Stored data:
*****

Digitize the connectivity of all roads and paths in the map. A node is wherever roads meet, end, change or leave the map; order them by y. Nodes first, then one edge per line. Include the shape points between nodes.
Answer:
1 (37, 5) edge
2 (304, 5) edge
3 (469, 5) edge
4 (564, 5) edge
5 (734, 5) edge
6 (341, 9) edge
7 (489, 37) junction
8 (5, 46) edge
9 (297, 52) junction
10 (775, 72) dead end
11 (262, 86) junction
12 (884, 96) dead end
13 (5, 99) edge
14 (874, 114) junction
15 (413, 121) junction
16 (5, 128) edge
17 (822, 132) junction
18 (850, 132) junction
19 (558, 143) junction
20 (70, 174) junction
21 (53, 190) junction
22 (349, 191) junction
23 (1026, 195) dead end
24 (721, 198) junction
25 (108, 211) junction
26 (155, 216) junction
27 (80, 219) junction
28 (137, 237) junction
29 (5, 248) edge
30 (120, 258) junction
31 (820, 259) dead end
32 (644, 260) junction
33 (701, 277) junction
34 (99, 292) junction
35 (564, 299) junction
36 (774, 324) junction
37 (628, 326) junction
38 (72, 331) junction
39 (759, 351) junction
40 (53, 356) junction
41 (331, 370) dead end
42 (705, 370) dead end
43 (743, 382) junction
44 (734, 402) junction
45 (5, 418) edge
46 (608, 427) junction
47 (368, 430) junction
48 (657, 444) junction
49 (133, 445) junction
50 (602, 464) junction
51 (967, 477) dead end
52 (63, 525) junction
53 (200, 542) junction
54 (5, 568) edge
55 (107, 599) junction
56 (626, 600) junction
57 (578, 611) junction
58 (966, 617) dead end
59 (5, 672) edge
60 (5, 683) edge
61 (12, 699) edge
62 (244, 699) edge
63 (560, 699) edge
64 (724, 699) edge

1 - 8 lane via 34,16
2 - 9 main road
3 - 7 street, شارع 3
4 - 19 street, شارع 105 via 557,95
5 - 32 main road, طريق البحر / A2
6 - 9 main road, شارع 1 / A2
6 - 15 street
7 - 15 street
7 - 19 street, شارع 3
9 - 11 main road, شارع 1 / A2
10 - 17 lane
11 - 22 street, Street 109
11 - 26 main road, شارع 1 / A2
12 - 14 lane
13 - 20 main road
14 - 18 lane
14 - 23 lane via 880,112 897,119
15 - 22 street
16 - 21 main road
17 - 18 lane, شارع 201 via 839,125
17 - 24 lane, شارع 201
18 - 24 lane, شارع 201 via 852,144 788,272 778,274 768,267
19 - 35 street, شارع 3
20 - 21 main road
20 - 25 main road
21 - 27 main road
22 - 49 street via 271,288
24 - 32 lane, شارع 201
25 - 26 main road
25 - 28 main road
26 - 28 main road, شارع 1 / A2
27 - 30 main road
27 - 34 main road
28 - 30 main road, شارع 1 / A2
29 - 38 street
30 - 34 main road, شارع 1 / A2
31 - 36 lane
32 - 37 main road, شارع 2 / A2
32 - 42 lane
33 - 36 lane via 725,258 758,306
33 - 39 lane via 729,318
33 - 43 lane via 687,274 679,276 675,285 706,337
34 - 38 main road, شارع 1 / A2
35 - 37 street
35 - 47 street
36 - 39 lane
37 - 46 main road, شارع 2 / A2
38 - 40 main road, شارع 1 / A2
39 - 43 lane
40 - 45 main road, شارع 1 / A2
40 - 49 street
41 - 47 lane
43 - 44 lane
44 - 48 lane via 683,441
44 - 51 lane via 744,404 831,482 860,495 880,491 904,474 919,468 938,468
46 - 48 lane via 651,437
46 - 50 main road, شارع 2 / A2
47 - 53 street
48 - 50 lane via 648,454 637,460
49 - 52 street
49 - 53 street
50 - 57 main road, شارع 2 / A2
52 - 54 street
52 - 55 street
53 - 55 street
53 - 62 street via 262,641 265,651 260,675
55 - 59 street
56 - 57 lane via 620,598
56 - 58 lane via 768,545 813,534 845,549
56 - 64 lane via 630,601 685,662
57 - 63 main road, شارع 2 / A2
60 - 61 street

*****

Exercise description
Give the records again, unchanged and complete.

Exercise solution
Digitize the connectivity of all roads and paths in the map. A node is wherever roads meet, end, change or leave the map; order them by y. Nodes first, then one edge per line. Include the shape points between nodes.
Answer:
1 (37, 5) edge
2 (304, 5) edge
3 (469, 5) edge
4 (564, 5) edge
5 (734, 5) edge
6 (341, 9) edge
7 (489, 37) junction
8 (5, 46) edge
9 (297, 52) junction
10 (775, 72) dead end
11 (262, 86) junction
12 (884, 96) dead end
13 (5, 99) edge
14 (874, 114) junction
15 (413, 121) junction
16 (5, 128) edge
17 (822, 132) junction
18 (850, 132) junction
19 (558, 143) junction
20 (70, 174) junction
21 (53, 190) junction
22 (349, 191) junction
23 (1026, 195) dead end
24 (721, 198) junction
25 (108, 211) junction
26 (155, 216) junction
27 (80, 219) junction
28 (137, 237) junction
29 (5, 248) edge
30 (120, 258) junction
31 (820, 259) dead end
32 (644, 260) junction
33 (701, 277) junction
34 (99, 292) junction
35 (564, 299) junction
36 (774, 324) junction
37 (628, 326) junction
38 (72, 331) junction
39 (759, 351) junction
40 (53, 356) junction
41 (331, 370) dead end
42 (705, 370) dead end
43 (743, 382) junction
44 (734, 402) junction
45 (5, 418) edge
46 (608, 427) junction
47 (368, 430) junction
48 (657, 444) junction
49 (133, 445) junction
50 (602, 464) junction
51 (967, 477) dead end
52 (63, 525) junction
53 (200, 542) junction
54 (5, 568) edge
55 (107, 599) junction
56 (626, 600) junction
57 (578, 611) junction
58 (966, 617) dead end
59 (5, 672) edge
60 (5, 683) edge
61 (12, 699) edge
62 (244, 699) edge
63 (560, 699) edge
64 (724, 699) edge

1 - 8 lane via 34,16
2 - 9 main road
3 - 7 street, شارع 3
4 - 19 street, شارع 105 via 557,95
5 - 32 main road, طريق البحر / A2
6 - 9 main road, شارع 1 / A2
6 - 15 street
7 - 15 street
7 - 19 street, شارع 3
9 - 11 main road, شارع 1 / A2
10 - 17 lane
11 - 22 street, Street 109
11 - 26 main road, شارع 1 / A2
12 - 14 lane
13 - 20 main road
14 - 18 lane
14 - 23 lane via 880,112 897,119
15 - 22 street
16 - 21 main road
17 - 18 lane, شارع 201 via 839,125
17 - 24 lane, شارع 201
18 - 24 lane, شارع 201 via 852,144 788,272 778,274 768,267
19 - 35 street, شارع 3
20 - 21 main road
20 - 25 main road
21 - 27 main road
22 - 49 street via 271,288
24 - 32 lane, شارع 201
25 - 26 main road
25 - 28 main road
26 - 28 main road, شارع 1 / A2
27 - 30 main road
27 - 34 main road
28 - 30 main road, شارع 1 / A2
29 - 38 street
30 - 34 main road, شارع 1 / A2
31 - 36 lane
32 - 37 main road, شارع 2 / A2
32 - 42 lane
33 - 36 lane via 725,258 758,306
33 - 39 lane via 729,318
33 - 43 lane via 687,274 679,276 675,285 706,337
34 - 38 main road, شارع 1 / A2
35 - 37 street
35 - 47 street
36 - 39 lane
37 - 46 main road, شارع 2 / A2
38 - 40 main road, شارع 1 / A2
39 - 43 lane
40 - 45 main road, شارع 1 / A2
40 - 49 street
41 - 47 lane
43 - 44 lane
44 - 48 lane via 683,441
44 - 51 lane via 744,404 831,482 860,495 880,491 904,474 919,468 938,468
46 - 48 lane via 651,437
46 - 50 main road, شارع 2 / A2
47 - 53 street
48 - 50 lane via 648,454 637,460
49 - 52 street
49 - 53 street
50 - 57 main road, شارع 2 / A2
52 - 54 street
52 - 55 street
53 - 55 street
53 - 62 street via 262,641 265,651 260,675
55 - 59 street
56 - 57 lane via 620,598
56 - 58 lane via 768,545 813,534 845,549
56 - 64 lane via 630,601 685,662
57 - 63 main road, شارع 2 / A2
60 - 61 street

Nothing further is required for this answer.